[Start of section]
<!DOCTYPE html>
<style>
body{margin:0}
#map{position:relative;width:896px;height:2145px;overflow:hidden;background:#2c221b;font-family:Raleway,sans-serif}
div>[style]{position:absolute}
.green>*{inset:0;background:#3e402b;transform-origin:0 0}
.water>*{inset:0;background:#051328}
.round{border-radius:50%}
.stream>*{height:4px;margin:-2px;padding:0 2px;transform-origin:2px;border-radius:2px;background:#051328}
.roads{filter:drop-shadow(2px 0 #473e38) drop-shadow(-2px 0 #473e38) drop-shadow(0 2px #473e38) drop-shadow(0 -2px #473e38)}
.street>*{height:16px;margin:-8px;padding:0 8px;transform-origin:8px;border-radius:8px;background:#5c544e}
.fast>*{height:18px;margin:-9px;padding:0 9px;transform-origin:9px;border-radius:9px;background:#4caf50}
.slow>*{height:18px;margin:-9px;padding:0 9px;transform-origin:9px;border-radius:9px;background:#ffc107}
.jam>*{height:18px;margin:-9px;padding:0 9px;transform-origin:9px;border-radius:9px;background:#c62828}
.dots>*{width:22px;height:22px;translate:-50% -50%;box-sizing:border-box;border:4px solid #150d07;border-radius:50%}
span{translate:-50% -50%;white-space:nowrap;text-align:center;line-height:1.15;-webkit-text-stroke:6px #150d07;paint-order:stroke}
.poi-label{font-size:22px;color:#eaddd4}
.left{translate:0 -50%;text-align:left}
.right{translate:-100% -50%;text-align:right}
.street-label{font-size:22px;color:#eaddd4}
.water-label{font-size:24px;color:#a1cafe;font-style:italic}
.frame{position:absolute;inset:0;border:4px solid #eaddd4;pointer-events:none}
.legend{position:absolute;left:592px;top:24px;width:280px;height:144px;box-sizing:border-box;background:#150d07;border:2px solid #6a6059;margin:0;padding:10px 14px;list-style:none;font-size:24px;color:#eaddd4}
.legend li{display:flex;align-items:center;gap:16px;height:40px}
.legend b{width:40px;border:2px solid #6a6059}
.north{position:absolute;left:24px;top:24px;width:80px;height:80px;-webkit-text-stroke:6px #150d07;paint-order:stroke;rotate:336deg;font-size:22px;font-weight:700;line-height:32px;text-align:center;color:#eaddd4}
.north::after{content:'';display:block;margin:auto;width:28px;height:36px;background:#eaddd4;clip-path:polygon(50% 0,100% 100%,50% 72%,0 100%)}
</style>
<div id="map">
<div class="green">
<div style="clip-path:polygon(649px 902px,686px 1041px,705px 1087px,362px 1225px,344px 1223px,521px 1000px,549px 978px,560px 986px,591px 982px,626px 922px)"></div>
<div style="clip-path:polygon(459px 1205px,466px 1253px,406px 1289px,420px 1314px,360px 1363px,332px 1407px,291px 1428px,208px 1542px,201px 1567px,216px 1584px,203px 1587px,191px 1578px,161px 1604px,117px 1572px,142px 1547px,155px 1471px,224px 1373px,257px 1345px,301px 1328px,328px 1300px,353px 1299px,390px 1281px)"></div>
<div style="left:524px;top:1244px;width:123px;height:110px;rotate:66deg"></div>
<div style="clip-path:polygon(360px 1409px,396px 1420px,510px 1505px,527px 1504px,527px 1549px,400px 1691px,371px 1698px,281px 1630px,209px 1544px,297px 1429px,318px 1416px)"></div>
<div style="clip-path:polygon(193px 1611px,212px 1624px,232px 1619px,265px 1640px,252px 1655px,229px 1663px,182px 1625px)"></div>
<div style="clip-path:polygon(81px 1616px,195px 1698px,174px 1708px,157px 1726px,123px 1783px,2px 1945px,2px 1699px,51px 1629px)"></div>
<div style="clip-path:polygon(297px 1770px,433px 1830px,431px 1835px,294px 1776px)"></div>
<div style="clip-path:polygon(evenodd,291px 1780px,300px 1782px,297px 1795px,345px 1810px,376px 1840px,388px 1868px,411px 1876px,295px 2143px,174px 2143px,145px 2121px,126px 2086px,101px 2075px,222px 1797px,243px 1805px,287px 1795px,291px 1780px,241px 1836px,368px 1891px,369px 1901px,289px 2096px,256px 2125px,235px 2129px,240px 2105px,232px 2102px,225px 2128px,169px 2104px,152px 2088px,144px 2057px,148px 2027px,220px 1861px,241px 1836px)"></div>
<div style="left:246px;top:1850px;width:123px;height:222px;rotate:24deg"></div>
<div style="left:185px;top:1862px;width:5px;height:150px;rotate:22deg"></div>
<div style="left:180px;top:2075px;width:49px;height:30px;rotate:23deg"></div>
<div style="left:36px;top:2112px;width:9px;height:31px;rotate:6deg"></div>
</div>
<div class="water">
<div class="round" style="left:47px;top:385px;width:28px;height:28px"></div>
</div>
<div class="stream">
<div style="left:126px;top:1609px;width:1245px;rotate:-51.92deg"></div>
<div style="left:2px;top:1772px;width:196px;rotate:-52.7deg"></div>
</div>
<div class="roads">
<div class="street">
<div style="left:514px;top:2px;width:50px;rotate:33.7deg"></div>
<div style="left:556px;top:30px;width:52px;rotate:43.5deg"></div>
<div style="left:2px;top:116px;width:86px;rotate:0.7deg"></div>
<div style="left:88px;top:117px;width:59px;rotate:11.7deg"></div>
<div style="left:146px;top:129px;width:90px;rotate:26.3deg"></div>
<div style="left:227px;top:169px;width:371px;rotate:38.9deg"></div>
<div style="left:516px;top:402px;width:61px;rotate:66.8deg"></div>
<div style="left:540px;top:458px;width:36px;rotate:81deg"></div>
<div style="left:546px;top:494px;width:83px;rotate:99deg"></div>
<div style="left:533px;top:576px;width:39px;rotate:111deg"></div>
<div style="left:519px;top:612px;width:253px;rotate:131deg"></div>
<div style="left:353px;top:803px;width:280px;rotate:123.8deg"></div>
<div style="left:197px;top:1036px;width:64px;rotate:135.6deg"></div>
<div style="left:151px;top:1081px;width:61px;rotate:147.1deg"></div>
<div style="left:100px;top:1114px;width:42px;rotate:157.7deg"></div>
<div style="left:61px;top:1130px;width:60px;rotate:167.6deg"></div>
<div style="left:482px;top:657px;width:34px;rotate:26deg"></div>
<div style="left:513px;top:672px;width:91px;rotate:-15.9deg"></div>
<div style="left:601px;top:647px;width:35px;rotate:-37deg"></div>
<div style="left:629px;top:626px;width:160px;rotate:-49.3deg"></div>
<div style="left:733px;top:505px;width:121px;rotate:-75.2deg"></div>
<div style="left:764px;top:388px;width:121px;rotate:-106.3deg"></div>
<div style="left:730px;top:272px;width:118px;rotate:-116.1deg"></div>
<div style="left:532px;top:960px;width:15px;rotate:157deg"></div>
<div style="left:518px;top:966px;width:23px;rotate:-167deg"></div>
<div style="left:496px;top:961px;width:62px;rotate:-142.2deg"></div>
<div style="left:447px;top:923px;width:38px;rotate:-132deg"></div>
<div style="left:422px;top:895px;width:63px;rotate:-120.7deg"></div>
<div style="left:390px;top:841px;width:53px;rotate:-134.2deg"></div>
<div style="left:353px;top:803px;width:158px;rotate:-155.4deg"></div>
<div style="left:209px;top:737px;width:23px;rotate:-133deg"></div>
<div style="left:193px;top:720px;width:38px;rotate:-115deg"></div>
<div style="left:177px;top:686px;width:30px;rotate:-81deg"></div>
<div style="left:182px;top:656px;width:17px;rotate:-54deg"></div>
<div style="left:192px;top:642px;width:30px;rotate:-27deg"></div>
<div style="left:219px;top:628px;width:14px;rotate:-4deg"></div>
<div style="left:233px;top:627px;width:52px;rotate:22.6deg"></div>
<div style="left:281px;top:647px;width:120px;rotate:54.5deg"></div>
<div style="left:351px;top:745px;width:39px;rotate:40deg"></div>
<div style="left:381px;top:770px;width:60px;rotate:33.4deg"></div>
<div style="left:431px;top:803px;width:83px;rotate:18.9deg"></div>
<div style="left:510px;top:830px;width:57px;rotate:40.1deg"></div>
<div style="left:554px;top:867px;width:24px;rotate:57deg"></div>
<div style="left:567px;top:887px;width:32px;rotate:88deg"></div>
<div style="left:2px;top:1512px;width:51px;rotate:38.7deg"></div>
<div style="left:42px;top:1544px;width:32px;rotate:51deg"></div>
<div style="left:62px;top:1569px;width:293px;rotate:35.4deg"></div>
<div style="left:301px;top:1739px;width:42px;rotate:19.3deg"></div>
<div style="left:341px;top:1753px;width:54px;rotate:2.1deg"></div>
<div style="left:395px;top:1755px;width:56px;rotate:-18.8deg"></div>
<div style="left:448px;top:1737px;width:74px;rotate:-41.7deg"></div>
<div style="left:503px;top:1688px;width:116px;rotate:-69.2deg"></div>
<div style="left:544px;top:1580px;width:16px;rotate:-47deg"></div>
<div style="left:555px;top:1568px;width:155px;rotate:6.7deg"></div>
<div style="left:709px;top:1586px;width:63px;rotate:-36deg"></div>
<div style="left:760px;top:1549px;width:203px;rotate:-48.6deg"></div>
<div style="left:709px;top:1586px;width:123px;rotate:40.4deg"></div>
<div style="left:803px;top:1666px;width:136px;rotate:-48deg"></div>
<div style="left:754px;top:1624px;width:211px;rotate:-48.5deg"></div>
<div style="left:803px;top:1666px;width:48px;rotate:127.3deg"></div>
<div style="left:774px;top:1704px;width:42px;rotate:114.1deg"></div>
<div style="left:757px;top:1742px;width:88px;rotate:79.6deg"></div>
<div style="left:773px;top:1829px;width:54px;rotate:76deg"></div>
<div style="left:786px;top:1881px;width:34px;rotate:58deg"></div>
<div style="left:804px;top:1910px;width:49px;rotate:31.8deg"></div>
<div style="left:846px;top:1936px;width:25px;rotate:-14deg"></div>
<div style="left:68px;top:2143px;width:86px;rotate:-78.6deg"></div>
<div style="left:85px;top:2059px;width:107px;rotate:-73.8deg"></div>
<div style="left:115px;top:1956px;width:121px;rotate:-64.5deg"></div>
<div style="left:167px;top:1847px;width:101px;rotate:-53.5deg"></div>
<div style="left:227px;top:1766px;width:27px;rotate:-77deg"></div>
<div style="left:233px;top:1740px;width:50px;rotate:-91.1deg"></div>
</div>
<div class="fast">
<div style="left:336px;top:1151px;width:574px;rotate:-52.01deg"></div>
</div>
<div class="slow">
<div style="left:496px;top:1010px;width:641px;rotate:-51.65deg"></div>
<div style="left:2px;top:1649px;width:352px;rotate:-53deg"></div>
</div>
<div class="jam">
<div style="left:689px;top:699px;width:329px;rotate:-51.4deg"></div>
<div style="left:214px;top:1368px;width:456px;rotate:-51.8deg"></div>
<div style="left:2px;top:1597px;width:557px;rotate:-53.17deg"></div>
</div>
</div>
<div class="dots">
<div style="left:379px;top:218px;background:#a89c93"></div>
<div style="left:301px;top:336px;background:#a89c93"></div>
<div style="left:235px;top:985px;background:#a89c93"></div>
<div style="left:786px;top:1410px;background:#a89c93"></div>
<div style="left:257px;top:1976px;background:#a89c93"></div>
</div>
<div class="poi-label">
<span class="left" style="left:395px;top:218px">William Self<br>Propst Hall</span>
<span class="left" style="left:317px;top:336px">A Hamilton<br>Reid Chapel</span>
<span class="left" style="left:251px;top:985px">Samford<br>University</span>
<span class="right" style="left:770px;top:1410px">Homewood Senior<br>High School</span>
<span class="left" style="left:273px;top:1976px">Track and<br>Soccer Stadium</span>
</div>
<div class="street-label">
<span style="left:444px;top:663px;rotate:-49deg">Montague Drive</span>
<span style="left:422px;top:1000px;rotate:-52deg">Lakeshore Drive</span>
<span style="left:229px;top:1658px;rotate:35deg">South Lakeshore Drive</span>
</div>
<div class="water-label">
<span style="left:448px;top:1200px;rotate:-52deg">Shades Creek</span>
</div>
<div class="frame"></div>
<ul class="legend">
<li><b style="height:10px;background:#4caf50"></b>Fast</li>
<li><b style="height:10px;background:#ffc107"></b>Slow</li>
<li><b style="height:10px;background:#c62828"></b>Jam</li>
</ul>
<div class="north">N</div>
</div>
[End of section]
[Start of section]
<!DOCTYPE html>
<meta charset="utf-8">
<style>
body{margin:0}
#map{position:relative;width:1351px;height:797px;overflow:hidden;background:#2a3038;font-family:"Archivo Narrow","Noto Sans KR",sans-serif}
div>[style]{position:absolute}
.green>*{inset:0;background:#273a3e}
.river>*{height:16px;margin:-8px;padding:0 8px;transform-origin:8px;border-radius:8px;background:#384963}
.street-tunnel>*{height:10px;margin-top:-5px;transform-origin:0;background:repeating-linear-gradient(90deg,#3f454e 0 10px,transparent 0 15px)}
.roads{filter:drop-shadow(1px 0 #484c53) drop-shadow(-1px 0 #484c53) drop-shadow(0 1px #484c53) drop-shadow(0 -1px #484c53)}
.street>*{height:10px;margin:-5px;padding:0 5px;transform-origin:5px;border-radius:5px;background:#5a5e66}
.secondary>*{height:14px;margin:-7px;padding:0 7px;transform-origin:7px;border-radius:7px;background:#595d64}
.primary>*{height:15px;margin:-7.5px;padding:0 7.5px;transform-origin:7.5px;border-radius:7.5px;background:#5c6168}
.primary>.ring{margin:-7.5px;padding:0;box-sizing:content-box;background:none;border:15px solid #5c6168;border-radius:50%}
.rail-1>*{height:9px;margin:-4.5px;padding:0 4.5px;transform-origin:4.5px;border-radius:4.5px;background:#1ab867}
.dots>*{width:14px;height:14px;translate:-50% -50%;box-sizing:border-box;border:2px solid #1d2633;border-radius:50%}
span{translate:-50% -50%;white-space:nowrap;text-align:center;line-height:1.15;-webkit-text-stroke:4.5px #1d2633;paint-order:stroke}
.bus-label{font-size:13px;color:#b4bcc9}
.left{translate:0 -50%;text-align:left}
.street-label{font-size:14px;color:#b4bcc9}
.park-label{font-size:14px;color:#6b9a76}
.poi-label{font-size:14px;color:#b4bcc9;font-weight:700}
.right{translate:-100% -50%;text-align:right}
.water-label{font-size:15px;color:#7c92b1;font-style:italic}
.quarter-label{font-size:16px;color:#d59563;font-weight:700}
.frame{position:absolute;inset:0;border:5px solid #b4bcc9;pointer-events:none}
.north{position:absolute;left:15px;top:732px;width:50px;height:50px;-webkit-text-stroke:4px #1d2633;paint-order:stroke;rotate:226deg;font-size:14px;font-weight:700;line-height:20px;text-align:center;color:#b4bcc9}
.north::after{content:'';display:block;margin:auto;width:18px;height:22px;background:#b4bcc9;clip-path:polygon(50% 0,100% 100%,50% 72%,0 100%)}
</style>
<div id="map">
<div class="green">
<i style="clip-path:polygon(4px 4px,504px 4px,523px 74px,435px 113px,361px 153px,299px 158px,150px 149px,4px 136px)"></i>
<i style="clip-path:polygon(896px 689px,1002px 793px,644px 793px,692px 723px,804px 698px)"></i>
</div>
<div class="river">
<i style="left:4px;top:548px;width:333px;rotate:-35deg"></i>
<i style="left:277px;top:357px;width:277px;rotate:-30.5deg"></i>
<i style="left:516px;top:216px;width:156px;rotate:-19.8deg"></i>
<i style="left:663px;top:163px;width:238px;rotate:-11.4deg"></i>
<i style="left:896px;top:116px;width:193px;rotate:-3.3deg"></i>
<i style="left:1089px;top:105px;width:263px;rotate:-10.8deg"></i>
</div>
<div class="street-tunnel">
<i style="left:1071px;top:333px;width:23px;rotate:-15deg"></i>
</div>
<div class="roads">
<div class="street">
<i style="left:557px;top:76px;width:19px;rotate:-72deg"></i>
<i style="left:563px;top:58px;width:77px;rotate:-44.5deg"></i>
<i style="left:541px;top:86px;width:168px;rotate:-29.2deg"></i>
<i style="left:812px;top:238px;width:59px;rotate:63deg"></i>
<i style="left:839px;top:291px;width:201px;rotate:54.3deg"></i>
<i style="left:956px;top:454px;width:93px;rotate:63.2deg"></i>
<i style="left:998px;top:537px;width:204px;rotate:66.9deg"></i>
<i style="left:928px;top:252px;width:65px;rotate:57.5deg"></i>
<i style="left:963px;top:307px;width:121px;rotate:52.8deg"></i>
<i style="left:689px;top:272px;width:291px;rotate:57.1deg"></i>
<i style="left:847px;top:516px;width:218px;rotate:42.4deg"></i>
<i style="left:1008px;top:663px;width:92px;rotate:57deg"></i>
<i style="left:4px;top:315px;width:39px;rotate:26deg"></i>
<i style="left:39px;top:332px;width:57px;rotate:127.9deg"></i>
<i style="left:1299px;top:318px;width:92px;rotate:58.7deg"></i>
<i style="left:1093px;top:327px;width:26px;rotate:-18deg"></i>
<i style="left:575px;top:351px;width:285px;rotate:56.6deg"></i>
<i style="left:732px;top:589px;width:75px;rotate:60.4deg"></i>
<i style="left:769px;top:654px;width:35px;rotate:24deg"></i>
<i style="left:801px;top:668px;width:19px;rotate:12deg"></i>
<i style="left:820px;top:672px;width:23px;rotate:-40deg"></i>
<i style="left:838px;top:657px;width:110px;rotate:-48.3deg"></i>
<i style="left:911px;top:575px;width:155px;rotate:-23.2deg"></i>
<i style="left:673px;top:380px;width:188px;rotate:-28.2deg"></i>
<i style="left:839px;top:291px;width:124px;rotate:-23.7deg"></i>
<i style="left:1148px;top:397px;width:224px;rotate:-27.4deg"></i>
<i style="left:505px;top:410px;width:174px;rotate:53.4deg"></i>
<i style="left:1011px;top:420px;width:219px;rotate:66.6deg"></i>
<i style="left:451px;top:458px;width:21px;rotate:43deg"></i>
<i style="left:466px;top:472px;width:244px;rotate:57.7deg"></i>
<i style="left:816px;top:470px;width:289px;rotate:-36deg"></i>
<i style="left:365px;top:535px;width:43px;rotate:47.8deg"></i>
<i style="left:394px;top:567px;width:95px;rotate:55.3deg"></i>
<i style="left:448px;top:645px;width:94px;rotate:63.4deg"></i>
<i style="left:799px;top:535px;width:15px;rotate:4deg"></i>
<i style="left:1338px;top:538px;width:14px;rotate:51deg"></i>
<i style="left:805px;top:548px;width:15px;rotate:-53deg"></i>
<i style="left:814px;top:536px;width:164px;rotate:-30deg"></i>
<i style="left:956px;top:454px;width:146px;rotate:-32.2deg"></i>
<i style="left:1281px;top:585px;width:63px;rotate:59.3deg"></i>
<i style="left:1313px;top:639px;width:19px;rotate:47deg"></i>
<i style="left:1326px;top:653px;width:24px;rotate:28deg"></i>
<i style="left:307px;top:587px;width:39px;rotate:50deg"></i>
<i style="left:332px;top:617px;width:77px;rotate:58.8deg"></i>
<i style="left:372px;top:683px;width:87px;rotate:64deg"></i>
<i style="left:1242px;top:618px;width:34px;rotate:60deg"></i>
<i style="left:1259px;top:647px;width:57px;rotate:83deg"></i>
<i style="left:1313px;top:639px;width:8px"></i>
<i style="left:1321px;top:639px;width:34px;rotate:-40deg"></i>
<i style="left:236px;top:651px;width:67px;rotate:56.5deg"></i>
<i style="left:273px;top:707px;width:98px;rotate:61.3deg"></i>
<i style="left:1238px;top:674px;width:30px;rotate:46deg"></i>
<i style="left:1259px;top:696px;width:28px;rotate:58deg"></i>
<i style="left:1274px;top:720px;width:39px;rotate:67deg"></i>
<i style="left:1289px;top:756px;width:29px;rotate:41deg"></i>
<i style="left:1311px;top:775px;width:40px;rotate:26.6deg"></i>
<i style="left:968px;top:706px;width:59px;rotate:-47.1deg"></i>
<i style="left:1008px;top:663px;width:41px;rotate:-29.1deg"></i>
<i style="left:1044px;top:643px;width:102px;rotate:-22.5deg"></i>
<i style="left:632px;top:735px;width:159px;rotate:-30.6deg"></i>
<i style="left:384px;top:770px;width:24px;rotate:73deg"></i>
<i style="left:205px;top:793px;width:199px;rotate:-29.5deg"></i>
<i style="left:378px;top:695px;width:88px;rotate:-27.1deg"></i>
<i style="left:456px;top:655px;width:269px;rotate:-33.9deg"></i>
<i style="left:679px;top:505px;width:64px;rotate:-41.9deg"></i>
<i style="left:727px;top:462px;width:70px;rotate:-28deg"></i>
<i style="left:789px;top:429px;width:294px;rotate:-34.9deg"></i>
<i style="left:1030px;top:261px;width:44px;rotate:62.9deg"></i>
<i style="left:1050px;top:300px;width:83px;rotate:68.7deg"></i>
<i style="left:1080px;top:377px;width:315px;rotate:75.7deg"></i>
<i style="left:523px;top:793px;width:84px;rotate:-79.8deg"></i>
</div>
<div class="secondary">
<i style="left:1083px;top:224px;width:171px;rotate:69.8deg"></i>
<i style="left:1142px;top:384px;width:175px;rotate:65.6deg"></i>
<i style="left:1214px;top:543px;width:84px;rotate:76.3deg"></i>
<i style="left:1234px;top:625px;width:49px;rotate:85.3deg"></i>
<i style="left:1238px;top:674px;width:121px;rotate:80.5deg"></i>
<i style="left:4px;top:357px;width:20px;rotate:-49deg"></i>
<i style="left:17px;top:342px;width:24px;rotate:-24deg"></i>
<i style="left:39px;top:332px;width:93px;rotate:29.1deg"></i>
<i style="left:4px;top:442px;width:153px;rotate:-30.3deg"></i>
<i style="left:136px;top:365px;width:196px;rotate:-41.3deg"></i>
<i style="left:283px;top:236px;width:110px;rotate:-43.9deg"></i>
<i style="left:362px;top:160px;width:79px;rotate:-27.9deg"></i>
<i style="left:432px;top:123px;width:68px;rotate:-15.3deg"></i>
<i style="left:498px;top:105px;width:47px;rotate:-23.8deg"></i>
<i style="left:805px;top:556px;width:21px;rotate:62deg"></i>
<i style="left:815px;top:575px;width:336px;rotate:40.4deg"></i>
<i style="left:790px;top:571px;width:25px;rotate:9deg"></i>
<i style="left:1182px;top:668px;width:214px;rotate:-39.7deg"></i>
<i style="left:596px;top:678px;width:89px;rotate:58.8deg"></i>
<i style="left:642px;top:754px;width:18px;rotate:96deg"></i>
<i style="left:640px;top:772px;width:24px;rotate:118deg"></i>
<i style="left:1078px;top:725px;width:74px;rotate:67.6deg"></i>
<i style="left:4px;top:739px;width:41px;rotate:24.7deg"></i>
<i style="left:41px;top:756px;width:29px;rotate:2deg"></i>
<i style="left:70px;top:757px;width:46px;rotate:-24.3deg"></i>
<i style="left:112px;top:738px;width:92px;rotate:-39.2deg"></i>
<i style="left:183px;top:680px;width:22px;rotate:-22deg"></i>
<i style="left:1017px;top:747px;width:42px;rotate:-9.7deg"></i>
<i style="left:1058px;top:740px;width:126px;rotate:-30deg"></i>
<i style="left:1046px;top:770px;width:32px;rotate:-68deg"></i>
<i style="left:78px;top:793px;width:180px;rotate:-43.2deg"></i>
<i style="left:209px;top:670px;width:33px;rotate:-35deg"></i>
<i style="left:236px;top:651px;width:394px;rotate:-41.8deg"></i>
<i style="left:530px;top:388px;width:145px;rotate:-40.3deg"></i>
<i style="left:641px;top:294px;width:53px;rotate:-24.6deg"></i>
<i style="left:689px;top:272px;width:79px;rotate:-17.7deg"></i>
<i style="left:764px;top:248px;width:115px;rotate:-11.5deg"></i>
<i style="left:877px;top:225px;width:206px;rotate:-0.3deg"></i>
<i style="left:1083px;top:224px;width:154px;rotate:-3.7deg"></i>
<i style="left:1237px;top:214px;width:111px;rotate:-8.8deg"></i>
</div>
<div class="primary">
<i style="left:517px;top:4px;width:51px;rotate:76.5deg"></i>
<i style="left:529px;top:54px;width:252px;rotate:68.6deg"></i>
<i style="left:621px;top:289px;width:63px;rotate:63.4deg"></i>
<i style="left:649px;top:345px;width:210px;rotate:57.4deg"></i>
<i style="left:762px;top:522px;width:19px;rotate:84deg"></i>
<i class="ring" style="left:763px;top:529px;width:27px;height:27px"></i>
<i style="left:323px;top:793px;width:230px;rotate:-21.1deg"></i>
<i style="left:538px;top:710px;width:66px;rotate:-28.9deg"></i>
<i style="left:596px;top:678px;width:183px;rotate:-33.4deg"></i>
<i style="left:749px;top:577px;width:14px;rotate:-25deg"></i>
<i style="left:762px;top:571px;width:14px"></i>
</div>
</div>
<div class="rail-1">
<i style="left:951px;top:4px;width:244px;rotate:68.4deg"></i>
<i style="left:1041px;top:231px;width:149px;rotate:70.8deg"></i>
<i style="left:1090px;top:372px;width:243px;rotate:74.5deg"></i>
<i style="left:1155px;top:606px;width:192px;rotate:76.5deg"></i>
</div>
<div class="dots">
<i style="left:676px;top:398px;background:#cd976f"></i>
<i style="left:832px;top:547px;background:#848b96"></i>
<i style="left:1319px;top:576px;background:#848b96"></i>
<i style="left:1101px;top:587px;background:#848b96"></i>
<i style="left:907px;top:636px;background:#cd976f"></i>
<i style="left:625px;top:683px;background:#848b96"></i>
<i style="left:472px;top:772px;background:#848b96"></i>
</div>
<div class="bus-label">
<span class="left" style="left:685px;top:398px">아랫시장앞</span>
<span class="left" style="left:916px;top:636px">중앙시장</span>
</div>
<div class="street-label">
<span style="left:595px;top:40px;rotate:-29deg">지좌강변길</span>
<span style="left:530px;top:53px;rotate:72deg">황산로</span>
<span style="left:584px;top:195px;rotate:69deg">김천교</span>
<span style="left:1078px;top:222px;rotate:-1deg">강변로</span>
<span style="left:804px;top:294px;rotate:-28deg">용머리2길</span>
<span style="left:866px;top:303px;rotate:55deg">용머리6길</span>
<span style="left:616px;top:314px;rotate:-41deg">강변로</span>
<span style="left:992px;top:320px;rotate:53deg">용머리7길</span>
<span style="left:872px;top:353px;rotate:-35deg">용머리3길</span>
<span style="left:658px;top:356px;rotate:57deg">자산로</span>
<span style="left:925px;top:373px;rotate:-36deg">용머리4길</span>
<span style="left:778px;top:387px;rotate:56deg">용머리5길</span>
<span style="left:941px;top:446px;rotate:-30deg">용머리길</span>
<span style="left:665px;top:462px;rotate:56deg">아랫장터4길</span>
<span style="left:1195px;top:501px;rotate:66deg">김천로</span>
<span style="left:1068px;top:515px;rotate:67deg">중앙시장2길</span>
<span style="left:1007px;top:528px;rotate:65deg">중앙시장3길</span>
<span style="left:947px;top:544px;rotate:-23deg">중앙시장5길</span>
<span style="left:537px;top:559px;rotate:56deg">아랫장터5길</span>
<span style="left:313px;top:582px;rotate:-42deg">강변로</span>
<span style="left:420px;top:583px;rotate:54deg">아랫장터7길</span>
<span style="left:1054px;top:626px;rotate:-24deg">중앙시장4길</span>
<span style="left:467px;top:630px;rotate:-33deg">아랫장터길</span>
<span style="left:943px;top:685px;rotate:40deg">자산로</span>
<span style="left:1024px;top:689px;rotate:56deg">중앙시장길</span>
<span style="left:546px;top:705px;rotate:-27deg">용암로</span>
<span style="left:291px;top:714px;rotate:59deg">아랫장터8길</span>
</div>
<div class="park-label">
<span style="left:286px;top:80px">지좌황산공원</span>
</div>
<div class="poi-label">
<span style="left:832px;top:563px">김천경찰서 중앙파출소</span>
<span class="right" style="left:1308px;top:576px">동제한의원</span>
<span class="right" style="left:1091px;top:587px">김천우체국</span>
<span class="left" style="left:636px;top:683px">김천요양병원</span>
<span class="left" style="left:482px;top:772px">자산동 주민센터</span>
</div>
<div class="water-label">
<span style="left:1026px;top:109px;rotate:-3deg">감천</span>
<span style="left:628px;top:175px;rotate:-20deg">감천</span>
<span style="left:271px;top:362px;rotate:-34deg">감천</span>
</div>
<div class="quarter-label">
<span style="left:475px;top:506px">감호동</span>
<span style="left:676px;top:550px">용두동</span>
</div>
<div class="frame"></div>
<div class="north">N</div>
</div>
[End of section]
## Task brief
Considering only lines that contain the word "family", say how many there are in the data, with no other text.

## Output of the task
2